***** Working data *****
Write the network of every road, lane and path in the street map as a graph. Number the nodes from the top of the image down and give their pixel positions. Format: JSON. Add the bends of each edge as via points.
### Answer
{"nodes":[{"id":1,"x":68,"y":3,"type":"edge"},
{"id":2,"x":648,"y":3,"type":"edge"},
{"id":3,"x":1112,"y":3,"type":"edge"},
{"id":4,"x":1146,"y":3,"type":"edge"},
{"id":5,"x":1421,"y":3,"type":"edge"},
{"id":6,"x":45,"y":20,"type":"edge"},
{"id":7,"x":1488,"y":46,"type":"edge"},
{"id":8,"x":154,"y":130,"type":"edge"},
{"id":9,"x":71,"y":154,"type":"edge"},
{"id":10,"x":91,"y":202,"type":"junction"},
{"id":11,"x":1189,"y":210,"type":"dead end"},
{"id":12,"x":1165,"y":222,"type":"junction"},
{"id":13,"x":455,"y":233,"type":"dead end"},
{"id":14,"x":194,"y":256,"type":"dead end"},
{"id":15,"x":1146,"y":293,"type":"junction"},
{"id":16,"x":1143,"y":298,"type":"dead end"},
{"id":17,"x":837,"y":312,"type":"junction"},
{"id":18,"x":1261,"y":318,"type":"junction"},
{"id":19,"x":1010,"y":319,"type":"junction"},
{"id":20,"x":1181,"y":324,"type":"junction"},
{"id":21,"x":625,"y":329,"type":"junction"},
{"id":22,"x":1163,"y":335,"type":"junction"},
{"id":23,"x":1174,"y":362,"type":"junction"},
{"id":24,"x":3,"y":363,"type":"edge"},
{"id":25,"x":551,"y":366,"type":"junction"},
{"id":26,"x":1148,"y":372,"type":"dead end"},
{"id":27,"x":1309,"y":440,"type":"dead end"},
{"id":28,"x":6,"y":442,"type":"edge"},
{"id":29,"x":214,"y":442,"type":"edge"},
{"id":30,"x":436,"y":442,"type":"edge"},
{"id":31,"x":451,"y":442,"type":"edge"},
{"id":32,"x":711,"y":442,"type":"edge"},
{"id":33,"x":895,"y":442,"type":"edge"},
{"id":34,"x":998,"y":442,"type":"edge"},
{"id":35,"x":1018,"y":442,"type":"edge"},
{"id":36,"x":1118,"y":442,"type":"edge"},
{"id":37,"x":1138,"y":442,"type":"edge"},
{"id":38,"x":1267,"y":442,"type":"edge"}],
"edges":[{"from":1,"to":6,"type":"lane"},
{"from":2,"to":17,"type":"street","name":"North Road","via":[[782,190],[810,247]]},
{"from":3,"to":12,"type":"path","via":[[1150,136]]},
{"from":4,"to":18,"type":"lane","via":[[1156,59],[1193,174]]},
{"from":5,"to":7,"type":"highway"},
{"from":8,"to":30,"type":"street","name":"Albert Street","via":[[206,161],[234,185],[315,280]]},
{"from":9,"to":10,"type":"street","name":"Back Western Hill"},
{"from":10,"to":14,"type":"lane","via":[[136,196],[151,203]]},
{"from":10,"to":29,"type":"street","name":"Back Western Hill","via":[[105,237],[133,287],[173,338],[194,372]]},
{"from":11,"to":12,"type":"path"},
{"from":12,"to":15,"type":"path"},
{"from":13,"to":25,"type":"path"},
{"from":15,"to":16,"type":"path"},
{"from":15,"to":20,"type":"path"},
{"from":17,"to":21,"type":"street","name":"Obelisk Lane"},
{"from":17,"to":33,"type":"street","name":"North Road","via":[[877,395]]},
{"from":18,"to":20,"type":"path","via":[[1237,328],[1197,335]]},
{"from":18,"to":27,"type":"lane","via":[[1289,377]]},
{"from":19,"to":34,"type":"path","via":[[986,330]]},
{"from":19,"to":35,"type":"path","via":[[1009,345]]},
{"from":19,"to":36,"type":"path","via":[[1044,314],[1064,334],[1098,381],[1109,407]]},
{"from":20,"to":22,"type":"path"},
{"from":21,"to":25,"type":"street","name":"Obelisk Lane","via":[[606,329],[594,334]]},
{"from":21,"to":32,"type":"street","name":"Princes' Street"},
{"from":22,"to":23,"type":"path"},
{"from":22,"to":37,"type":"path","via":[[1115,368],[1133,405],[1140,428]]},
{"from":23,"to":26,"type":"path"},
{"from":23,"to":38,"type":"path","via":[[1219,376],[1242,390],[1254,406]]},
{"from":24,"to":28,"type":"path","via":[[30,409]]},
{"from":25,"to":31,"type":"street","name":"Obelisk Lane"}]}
*****
> What needs to be done: Copy out every record exactly.

> The answer:
Write the network of every road, lane and path in the street map as a graph. Number the nodes from the top of the image down and give their pixel positions. Format: JSON. Add the bends of each edge as via points.
### Answer
{"nodes":[{"id":1,"x":68,"y":3,"type":"edge"},
{"id":2,"x":648,"y":3,"type":"edge"},
{"id":3,"x":1112,"y":3,"type":"edge"},
{"id":4,"x":1146,"y":3,"type":"edge"},
{"id":5,"x":1421,"y":3,"type":"edge"},
{"id":6,"x":45,"y":20,"type":"edge"},
{"id":7,"x":1488,"y":46,"type":"edge"},
{"id":8,"x":154,"y":130,"type":"edge"},
{"id":9,"x":71,"y":154,"type":"edge"},
{"id":10,"x":91,"y":202,"type":"junction"},
{"id":11,"x":1189,"y":210,"type":"dead end"},
{"id":12,"x":1165,"y":222,"type":"junction"},
{"id":13,"x":455,"y":233,"type":"dead end"},
{"id":14,"x":194,"y":256,"type":"dead end"},
{"id":15,"x":1146,"y":293,"type":"junction"},
{"id":16,"x":1143,"y":298,"type":"dead end"},
{"id":17,"x":837,"y":312,"type":"junction"},
{"id":18,"x":1261,"y":318,"type":"junction"},
{"id":19,"x":1010,"y":319,"type":"junction"},
{"id":20,"x":1181,"y":324,"type":"junction"},
{"id":21,"x":625,"y":329,"type":"junction"},
{"id":22,"x":1163,"y":335,"type":"junction"},
{"id":23,"x":1174,"y":362,"type":"junction"},
{"id":24,"x":3,"y":363,"type":"edge"},
{"id":25,"x":551,"y":366,"type":"junction"},
{"id":26,"x":1148,"y":372,"type":"dead end"},
{"id":27,"x":1309,"y":440,"type":"dead end"},
{"id":28,"x":6,"y":442,"type":"edge"},
{"id":29,"x":214,"y":442,"type":"edge"},
{"id":30,"x":436,"y":442,"type":"edge"},
{"id":31,"x":451,"y":442,"type":"edge"},
{"id":32,"x":711,"y":442,"type":"edge"},
{"id":33,"x":895,"y":442,"type":"edge"},
{"id":34,"x":998,"y":442,"type":"edge"},
{"id":35,"x":1018,"y":442,"type":"edge"},
{"id":36,"x":1118,"y":442,"type":"edge"},
{"id":37,"x":1138,"y":442,"type":"edge"},
{"id":38,"x":1267,"y":442,"type":"edge"}],
"edges":[{"from":1,"to":6,"type":"lane"},
{"from":2,"to":17,"type":"street","name":"North Road","via":[[782,190],[810,247]]},
{"from":3,"to":12,"type":"path","via":[[1150,136]]},
{"from":4,"to":18,"type":"lane","via":[[1156,59],[1193,174]]},
{"from":5,"to":7,"type":"highway"},
{"from":8,"to":30,"type":"street","name":"Albert Street","via":[[206,161],[234,185],[315,280]]},
{"from":9,"to":10,"type":"street","name":"Back Western Hill"},
{"from":10,"to":14,"type":"lane","via":[[136,196],[151,203]]},
{"from":10,"to":29,"type":"street","name":"Back Western Hill","via":[[105,237],[133,287],[173,338],[194,372]]},
{"from":11,"to":12,"type":"path"},
{"from":12,"to":15,"type":"path"},
{"from":13,"to":25,"type":"path"},
{"from":15,"to":16,"type":"path"},
{"from":15,"to":20,"type":"path"},
{"from":17,"to":21,"type":"street","name":"Obelisk Lane"},
{"from":17,"to":33,"type":"street","name":"North Road","via":[[877,395]]},
{"from":18,"to":20,"type":"path","via":[[1237,328],[1197,335]]},
{"from":18,"to":27,"type":"lane","via":[[1289,377]]},
{"from":19,"to":34,"type":"path","via":[[986,330]]},
{"from":19,"to":35,"type":"path","via":[[1009,345]]},
{"from":19,"to":36,"type":"path","via":[[1044,314],[1064,334],[1098,381],[1109,407]]},
{"from":20,"to":22,"type":"path"},
{"from":21,"to":25,"type":"street","name":"Obelisk Lane","via":[[606,329],[594,334]]},
{"from":21,"to":32,"type":"street","name":"Princes' Street"},
{"from":22,"to":23,"type":"path"},
{"from":22,"to":37,"type":"path","via":[[1115,368],[1133,405],[1140,428]]},
{"from":23,"to":26,"type":"path"},
{"from":23,"to":38,"type":"path","via":[[1219,376],[1242,390],[1254,406]]},
{"from":24,"to":28,"type":"path","via":[[30,409]]},
{"from":25,"to":31,"type":"street","name":"Obelisk Lane"}]}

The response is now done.